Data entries
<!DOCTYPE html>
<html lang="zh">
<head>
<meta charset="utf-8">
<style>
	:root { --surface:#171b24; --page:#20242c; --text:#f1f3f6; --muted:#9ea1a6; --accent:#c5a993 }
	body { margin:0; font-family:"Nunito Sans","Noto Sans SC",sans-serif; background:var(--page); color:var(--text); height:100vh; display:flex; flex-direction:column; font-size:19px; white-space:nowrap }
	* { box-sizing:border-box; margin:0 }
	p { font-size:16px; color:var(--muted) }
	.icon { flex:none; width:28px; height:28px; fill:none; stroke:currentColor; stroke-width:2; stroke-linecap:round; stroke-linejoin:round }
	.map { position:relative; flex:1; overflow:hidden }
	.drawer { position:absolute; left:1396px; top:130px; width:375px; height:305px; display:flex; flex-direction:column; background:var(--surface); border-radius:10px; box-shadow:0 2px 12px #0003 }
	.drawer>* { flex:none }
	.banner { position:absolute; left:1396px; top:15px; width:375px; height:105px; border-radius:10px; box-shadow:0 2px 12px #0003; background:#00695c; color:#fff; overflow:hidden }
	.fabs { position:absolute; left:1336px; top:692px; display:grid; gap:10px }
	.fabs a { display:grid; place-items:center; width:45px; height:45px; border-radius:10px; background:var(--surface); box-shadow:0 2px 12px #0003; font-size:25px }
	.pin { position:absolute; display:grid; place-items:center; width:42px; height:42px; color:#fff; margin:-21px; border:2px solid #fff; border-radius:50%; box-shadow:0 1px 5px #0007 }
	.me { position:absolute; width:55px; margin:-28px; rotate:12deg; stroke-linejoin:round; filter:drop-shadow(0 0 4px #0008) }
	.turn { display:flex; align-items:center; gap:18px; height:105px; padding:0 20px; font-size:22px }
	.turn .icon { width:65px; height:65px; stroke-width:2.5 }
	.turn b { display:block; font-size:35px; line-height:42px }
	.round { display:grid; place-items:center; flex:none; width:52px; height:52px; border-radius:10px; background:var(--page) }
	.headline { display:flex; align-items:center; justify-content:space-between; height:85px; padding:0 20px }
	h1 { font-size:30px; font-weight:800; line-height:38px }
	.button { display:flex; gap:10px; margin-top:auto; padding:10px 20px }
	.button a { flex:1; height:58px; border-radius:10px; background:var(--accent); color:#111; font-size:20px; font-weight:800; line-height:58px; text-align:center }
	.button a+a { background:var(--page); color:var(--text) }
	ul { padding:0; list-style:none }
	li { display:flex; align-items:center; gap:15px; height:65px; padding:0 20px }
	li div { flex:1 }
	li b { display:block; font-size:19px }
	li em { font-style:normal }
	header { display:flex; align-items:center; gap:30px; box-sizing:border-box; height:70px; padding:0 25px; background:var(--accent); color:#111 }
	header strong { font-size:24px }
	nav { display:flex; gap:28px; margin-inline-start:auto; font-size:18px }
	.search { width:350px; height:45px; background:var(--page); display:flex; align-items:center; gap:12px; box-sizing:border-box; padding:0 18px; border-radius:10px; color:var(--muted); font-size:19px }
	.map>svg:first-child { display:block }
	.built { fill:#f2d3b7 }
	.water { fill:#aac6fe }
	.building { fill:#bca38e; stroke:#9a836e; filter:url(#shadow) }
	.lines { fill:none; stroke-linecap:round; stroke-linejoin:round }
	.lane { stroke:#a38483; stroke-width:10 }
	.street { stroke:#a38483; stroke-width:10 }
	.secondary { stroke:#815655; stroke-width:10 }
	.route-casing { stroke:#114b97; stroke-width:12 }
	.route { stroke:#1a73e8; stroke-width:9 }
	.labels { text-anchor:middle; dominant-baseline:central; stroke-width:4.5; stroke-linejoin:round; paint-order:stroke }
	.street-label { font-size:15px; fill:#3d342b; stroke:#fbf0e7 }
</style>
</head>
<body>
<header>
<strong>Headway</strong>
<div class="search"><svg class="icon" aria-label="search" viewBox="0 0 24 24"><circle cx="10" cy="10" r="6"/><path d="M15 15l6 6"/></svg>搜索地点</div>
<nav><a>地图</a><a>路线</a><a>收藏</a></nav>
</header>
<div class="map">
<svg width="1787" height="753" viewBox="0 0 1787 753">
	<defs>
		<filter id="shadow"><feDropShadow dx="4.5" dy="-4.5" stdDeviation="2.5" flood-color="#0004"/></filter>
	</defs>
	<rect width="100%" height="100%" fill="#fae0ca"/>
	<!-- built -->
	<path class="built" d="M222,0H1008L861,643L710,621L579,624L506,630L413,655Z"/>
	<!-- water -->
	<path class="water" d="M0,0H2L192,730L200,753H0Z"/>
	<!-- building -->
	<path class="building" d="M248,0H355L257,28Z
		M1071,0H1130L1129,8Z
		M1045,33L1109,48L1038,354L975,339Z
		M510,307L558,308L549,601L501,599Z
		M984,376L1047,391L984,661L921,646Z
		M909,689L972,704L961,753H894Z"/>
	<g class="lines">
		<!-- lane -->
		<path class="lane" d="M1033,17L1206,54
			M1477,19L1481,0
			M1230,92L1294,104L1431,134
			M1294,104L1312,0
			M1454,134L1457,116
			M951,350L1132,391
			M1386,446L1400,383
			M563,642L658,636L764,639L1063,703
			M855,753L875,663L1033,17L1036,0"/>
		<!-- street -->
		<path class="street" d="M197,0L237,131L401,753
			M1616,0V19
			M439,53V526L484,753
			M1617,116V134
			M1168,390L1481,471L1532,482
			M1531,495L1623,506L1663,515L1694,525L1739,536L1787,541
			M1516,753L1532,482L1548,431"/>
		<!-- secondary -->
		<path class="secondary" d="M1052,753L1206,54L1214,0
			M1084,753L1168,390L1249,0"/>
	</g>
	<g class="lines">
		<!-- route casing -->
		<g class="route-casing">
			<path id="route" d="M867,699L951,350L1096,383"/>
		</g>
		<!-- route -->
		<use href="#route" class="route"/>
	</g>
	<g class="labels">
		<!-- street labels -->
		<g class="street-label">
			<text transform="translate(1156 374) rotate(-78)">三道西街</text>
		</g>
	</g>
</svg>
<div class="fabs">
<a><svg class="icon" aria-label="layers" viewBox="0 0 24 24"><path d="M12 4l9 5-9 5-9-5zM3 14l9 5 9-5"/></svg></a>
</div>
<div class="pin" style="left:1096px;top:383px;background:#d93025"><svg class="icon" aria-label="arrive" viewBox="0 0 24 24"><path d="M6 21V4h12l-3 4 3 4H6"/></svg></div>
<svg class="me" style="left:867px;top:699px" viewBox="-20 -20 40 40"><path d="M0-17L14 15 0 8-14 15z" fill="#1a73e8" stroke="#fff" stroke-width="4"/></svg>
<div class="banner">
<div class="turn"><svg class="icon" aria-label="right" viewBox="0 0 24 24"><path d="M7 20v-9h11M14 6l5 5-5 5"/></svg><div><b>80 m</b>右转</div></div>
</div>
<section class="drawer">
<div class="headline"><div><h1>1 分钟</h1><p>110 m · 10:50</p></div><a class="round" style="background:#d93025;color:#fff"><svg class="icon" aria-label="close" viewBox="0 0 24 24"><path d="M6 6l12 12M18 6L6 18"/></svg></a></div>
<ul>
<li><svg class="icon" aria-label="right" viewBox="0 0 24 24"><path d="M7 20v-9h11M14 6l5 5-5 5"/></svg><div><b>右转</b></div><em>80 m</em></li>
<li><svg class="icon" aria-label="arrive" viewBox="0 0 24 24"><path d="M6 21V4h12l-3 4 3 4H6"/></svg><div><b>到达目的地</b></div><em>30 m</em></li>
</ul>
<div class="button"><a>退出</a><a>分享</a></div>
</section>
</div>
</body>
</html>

• _EXERCISE DIRECTIONS_
Set the lines down exactly, from the first line of the records to the line where "--surface:#171b24; --page:#20242c; --text:#f1f3f6;" appears, with both ends kept.

• _FINISHED TASK_
<!DOCTYPE html>
<html lang="zh">
<head>
<meta charset="utf-8">
<style>
	:root { --surface:#171b24; --page:#20242c; --text:#f1f3f6; --muted:#9ea1a6; --accent:#c5a993 }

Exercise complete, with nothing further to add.